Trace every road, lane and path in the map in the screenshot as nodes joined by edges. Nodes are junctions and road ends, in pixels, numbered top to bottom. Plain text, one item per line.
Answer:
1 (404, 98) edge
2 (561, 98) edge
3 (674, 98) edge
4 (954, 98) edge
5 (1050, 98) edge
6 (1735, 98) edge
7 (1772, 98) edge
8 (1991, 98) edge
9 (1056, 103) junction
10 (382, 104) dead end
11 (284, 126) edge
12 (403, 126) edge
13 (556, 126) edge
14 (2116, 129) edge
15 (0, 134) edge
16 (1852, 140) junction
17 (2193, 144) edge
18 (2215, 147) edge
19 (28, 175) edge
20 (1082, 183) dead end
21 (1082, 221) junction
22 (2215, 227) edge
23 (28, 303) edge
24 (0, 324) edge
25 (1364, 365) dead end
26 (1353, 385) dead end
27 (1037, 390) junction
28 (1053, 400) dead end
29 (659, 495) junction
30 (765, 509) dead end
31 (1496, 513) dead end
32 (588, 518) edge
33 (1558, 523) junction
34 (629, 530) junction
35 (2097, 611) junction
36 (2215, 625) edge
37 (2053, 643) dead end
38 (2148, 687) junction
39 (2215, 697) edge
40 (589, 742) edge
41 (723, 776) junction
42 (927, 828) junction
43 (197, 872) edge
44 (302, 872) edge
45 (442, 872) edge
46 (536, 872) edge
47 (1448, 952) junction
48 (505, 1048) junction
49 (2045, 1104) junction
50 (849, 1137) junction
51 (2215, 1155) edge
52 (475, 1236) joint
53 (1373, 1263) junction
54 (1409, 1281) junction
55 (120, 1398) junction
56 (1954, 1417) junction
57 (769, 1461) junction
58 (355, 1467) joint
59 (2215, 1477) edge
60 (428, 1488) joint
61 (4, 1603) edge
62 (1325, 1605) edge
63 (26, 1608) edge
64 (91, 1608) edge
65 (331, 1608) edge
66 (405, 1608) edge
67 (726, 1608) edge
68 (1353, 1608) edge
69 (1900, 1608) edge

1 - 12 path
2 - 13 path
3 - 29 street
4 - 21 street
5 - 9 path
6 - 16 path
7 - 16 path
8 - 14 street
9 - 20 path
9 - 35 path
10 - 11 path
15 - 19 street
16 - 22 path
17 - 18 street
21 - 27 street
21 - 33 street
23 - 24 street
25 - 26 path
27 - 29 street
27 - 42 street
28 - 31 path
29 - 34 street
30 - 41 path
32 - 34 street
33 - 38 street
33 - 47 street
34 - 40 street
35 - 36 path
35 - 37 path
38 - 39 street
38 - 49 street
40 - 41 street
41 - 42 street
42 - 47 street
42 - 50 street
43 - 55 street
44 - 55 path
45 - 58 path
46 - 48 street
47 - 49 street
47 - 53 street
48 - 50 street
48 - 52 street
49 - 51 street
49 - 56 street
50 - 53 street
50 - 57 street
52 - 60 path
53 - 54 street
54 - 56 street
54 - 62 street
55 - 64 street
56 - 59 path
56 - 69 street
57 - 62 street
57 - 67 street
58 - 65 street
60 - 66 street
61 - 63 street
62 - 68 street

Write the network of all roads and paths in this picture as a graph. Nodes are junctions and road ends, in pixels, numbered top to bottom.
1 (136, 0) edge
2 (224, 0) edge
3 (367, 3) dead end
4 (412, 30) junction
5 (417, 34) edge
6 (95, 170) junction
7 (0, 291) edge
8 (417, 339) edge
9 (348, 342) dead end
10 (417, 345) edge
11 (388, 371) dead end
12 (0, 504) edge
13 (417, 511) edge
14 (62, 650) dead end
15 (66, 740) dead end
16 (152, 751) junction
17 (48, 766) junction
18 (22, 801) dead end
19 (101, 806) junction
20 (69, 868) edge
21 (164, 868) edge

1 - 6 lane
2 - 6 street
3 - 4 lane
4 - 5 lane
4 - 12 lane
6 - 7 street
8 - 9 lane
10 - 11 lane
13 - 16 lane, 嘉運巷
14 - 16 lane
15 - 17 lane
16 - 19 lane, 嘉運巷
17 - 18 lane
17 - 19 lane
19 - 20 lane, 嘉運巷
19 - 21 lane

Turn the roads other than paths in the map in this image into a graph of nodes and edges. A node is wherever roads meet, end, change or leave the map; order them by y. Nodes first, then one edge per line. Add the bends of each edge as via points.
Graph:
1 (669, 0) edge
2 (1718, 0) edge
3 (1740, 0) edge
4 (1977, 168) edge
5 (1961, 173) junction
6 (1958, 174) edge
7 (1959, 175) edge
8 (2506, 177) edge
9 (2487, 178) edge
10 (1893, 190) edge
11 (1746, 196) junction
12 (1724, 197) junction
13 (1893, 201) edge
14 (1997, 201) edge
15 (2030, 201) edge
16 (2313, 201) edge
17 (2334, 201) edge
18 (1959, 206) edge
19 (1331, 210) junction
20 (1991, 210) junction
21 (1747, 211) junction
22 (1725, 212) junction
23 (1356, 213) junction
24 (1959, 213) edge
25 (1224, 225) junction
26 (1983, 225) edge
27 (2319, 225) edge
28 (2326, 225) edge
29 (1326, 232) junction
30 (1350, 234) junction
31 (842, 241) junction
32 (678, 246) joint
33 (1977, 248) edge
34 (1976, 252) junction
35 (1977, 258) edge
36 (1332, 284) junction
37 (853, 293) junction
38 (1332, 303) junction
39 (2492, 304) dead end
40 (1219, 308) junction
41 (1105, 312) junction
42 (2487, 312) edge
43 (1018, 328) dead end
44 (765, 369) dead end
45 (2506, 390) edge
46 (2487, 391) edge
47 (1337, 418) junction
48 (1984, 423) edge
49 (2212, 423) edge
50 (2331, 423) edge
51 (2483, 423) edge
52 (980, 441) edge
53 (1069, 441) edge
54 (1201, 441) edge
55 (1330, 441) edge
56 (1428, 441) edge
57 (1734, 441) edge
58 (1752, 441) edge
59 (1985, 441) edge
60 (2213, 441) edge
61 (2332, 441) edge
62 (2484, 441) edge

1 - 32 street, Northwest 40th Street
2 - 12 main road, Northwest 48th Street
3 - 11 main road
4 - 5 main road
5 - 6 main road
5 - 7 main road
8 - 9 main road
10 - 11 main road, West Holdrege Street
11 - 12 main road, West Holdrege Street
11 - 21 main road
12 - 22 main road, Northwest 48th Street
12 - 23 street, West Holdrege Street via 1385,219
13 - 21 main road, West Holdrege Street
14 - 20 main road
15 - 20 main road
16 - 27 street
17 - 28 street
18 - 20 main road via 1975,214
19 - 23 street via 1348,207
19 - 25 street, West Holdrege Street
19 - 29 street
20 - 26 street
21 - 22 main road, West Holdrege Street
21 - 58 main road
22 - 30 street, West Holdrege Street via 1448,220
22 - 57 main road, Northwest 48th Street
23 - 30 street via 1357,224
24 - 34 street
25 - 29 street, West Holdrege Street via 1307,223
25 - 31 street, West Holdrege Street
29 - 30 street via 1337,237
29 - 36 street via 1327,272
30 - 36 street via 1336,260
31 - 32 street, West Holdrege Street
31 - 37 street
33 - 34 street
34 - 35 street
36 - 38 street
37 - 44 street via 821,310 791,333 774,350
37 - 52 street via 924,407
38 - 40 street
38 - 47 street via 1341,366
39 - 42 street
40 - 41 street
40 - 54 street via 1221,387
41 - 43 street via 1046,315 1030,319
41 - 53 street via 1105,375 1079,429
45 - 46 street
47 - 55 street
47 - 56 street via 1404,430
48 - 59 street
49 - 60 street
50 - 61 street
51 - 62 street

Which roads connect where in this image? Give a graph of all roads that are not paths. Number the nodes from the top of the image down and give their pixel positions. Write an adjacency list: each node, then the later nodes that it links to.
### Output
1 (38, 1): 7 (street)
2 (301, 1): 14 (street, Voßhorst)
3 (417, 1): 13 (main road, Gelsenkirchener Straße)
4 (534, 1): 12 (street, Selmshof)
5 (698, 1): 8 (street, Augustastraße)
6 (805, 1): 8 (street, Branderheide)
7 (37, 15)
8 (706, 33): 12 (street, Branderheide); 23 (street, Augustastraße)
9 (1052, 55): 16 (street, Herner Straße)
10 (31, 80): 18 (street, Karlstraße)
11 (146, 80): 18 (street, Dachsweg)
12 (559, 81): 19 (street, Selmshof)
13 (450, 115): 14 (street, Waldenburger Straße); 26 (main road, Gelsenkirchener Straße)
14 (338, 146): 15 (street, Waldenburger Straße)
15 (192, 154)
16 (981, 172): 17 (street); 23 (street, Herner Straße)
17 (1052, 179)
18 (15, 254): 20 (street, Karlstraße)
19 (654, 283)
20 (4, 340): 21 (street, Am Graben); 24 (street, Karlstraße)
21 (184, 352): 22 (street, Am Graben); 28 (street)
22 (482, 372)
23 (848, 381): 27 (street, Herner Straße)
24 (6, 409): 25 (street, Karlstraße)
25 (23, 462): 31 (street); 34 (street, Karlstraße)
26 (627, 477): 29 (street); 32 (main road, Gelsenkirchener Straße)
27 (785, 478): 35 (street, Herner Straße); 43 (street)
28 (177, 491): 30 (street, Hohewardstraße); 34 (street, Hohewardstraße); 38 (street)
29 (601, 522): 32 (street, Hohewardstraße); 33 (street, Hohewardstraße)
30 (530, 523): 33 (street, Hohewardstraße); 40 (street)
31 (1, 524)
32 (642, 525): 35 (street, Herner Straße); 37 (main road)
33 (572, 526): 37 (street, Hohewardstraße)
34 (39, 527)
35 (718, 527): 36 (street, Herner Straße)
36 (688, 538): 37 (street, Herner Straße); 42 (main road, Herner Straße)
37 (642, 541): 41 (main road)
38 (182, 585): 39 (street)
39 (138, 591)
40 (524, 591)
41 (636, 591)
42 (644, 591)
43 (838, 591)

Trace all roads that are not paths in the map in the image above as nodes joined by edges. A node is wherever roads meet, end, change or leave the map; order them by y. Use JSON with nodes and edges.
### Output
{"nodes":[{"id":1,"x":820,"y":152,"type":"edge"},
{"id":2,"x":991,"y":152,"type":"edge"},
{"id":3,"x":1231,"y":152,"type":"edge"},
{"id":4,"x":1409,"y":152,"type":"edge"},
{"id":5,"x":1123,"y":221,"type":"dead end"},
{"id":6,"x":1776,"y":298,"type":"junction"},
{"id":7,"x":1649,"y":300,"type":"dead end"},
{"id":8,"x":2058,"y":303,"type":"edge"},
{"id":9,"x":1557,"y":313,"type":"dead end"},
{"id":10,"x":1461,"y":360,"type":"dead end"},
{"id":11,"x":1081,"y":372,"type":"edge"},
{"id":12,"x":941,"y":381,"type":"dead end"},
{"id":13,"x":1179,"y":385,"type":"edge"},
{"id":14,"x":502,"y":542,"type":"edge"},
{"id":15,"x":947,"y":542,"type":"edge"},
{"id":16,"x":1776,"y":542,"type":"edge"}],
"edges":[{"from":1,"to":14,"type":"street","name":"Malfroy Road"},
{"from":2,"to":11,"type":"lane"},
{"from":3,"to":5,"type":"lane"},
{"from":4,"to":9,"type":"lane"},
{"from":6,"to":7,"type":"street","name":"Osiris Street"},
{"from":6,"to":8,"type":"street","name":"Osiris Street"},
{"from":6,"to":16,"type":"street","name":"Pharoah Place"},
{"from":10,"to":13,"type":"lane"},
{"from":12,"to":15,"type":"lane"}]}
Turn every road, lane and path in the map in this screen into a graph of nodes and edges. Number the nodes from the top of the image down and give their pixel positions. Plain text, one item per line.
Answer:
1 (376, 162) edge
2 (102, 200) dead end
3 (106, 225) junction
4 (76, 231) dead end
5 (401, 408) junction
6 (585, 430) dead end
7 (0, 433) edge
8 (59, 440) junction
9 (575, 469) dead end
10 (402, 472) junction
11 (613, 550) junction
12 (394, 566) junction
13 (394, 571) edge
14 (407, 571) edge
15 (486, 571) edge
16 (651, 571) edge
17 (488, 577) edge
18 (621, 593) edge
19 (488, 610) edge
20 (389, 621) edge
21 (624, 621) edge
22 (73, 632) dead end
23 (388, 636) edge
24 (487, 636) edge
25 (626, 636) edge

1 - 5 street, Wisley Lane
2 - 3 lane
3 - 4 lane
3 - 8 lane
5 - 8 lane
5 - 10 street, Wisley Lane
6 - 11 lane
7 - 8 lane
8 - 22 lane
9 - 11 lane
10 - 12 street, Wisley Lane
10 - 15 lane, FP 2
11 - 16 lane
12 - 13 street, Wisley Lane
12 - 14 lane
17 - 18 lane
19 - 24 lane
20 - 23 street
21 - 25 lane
────
Work order:
In the listing, find each line with the string "Holdrege" and copy it.

Response area:
10 - 11 main road, West Holdrege Street
11 - 12 main road, West Holdrege Street
12 - 23 street, West Holdrege Street via 1385,219
13 - 21 main road, West Holdrege Street
19 - 25 street, West Holdrege Street
21 - 22 main road, West Holdrege Street
22 - 30 street, West Holdrege Street via 1448,220
25 - 29 street, West Holdrege Street via 1307,223
25 - 31 street, West Holdrege Street
31 - 32 street, West Holdrege Street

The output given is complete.